In the records that follow, show each line where the word "street" is present.

- - - - -

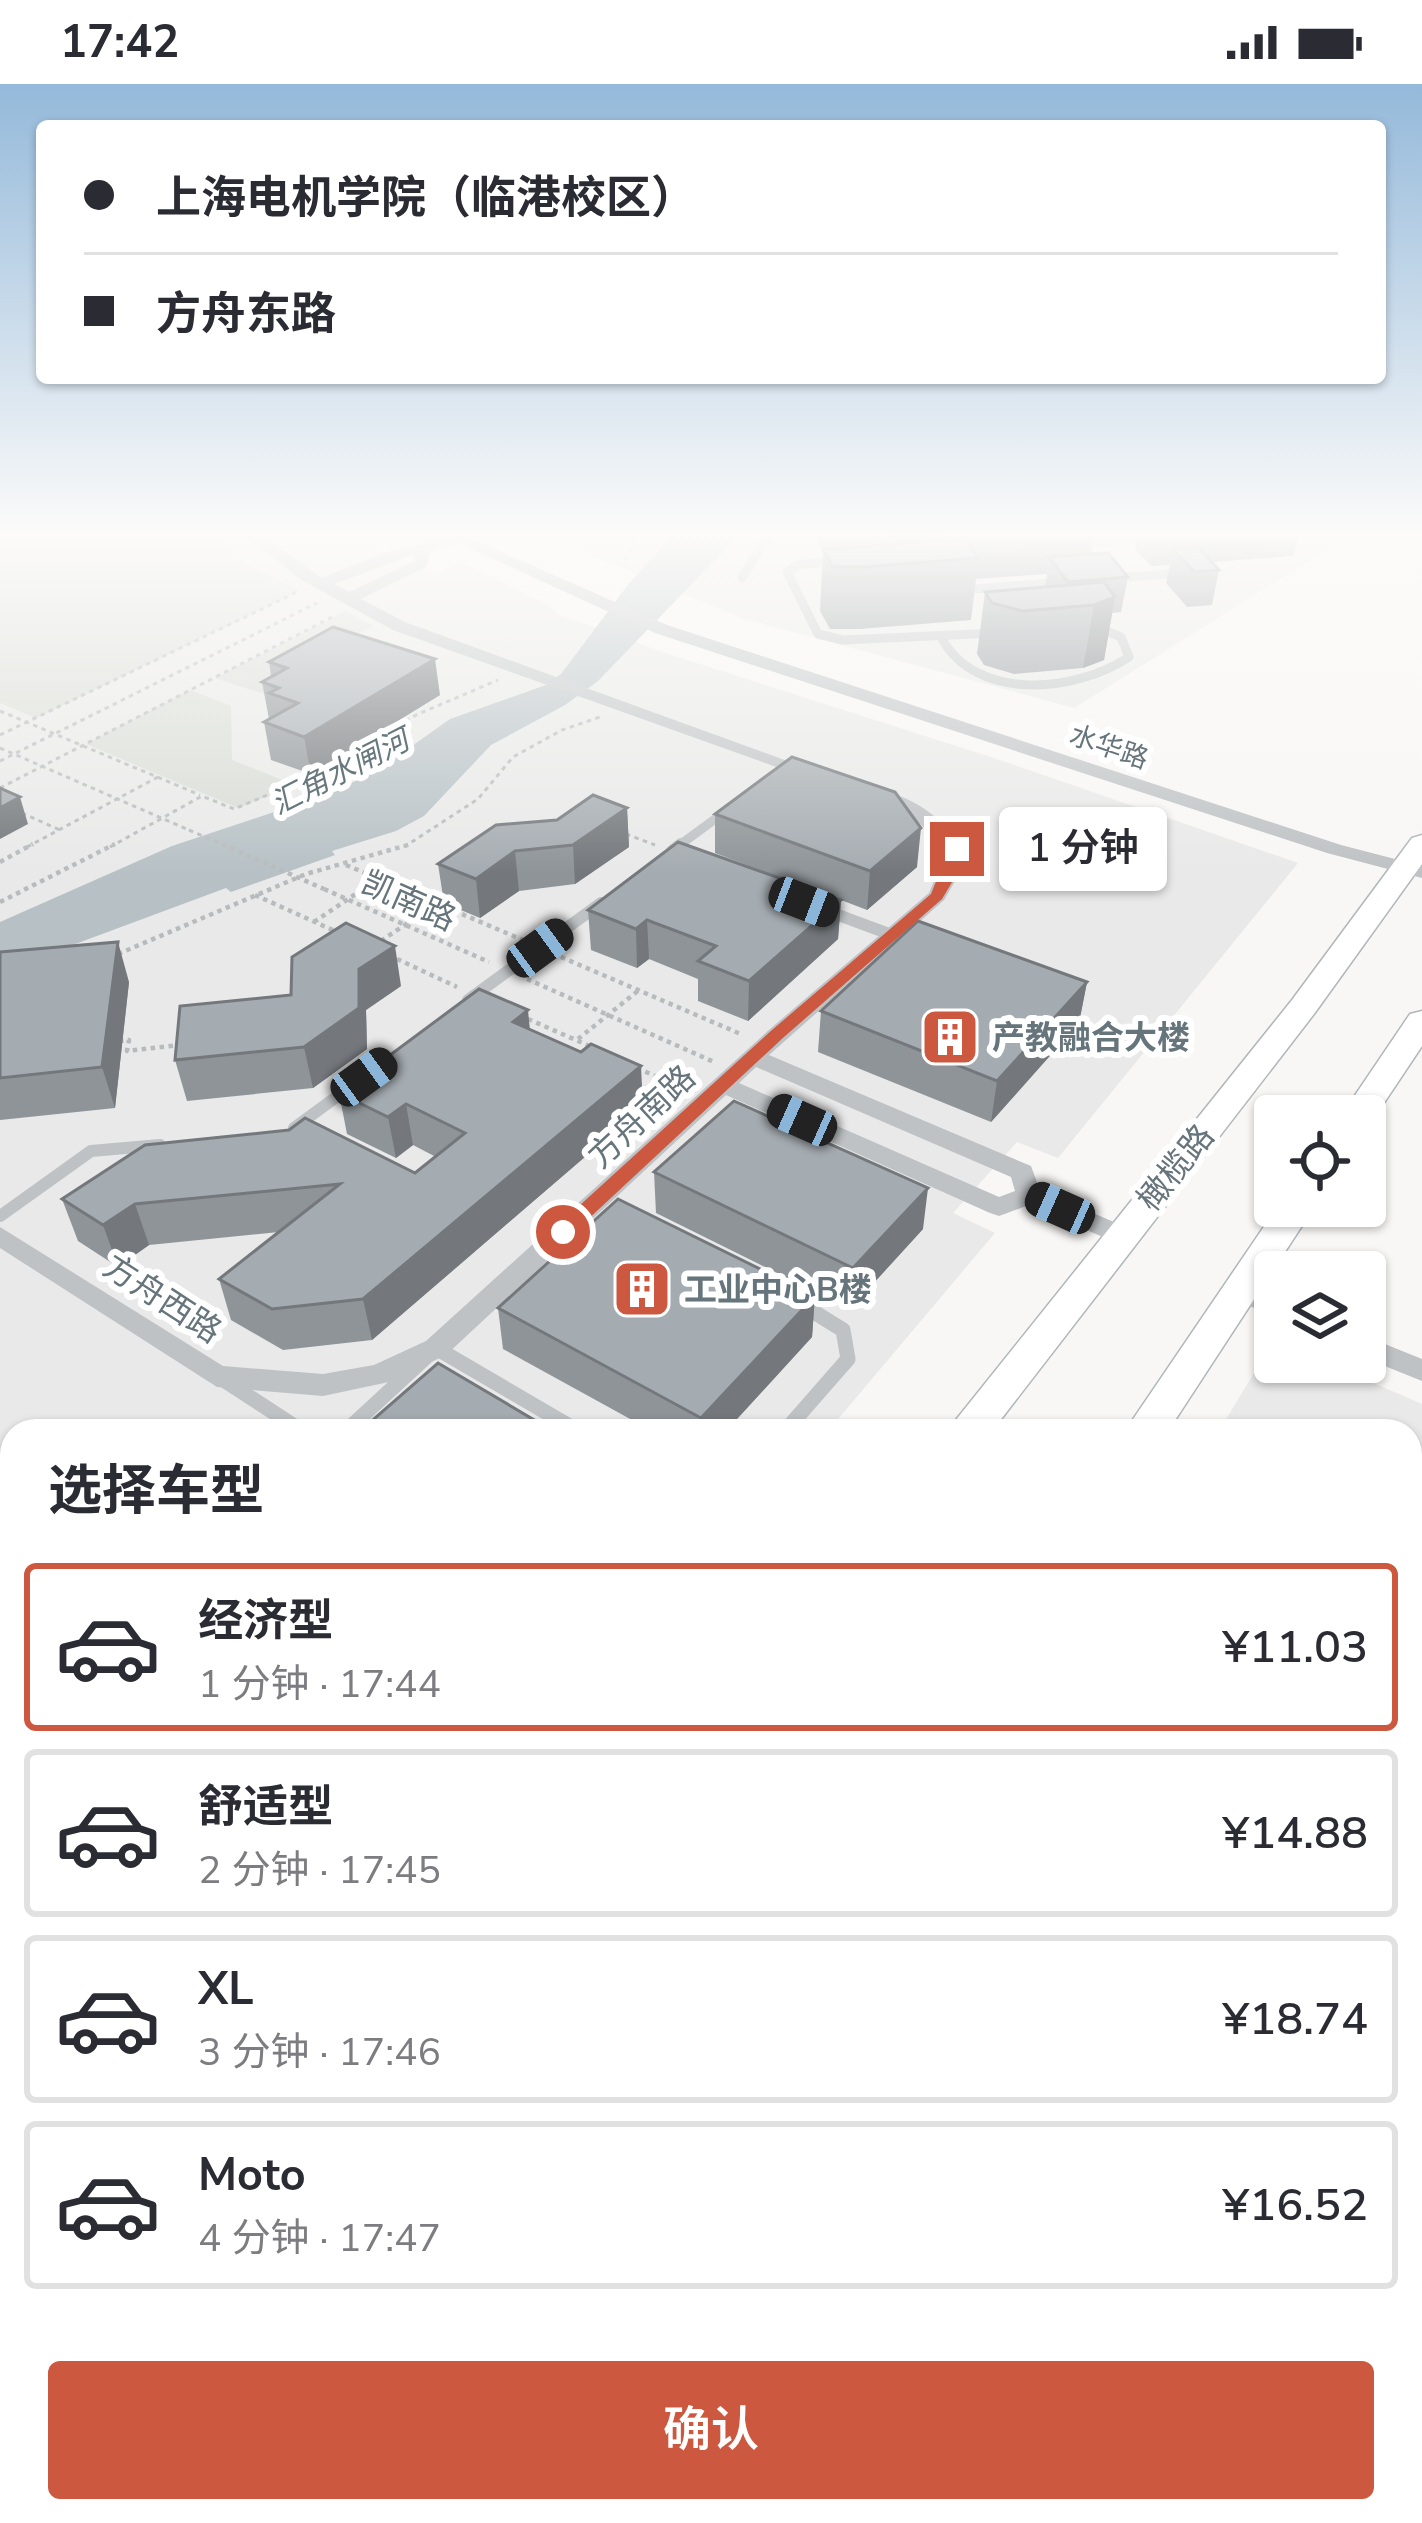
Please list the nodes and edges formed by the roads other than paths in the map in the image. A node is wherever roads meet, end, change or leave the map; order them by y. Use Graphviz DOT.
graph roads {
  1 [pos="453,647"];
  2 [pos="735,647"];
  3 [pos="948,647"];
  4 [pos="1126,647"];
  5 [pos="843,784"];
  6 [pos="865,792"];
  7 [pos="747,796"];
  8 [pos="672,851"];
  9 [pos="694,860"];
  10 [pos="1417,860"];
  11 [pos="653,865"];
  12 [pos="615,892"];
  13 [pos="804,902"];
  14 [pos="892,935"];
  15 [pos="457,1009"];
  16 [pos="1422,1021"];
  17 [pos="738,1071"];
  18 [pos="364,1077"];
  19 [pos="1372,1095"];
  20 [pos="289,1132"];
  21 [pos="179,1143"];
  22 [pos="1029,1195"];
  23 [pos="0,1216"];
  24 [pos="1121,1235"];
  25 [pos="0,1236"];
  26 [pos="783,1295"];
  27 [pos="1254,1304"];
  28 [pos="436,1348"];
  29 [pos="1386,1355"];
  30 [pos="1422,1371"];
  31 [pos="218,1376"];
  32 [pos="284,1419"];
  33 [pos="359,1419"];
  34 [pos="557,1419"];
  35 [pos="796,1419"];
  36 [pos="977,1419"];
  37 [pos="1156,1419"];
  1 -- 5 [label="street"];
  2 -- 10 [label="street, 水华路"];
  3 -- 4 [label="lane"];
  6 -- 14 [label="street, 方舟南路"];
  7 -- 8 [label="lane"];
  8 -- 9 [label="lane"];
  8 -- 11 [label="lane"];
  10 -- 24 [label="main road, 橄榄路"];
  12 -- 15 [label="lane"];
  13 -- 14 [label="lane"];
  14 -- 17 [label="street, 方舟南路"];
  16 -- 19 [label="main road"];
  17 -- 22 [label="street"];
  17 -- 22 [label="street"];
  17 -- 28 [label="street, 方舟南路"];
  18 -- 20 [label="lane"];
  21 -- 23 [label="lane"];
  22 -- 24 [label="street"];
  24 -- 36 [label="main road, 橄榄路"];
  25 -- 31 [label="street, 方舟西路"];
  26 -- 35 [label="lane"];
  27 -- 37 [label="main road"];
  28 -- 31 [label="street, 方舟西路"];
  28 -- 33 [label="lane"];
  28 -- 34 [label="lane"];
  29 -- 30 [label="street"];
  31 -- 32 [label="lane"];
}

- - - - -

:: EXERCISE OUTPUT ::
  1 -- 5 [label="street"];
  2 -- 10 [label="street, 水华路"];
  6 -- 14 [label="street, 方舟南路"];
  14 -- 17 [label="street, 方舟南路"];
  17 -- 22 [label="street"];
  17 -- 22 [label="street"];
  17 -- 28 [label="street, 方舟南路"];
  22 -- 24 [label="street"];
  25 -- 31 [label="street, 方舟西路"];
  28 -- 31 [label="street, 方舟西路"];
  29 -- 30 [label="street"];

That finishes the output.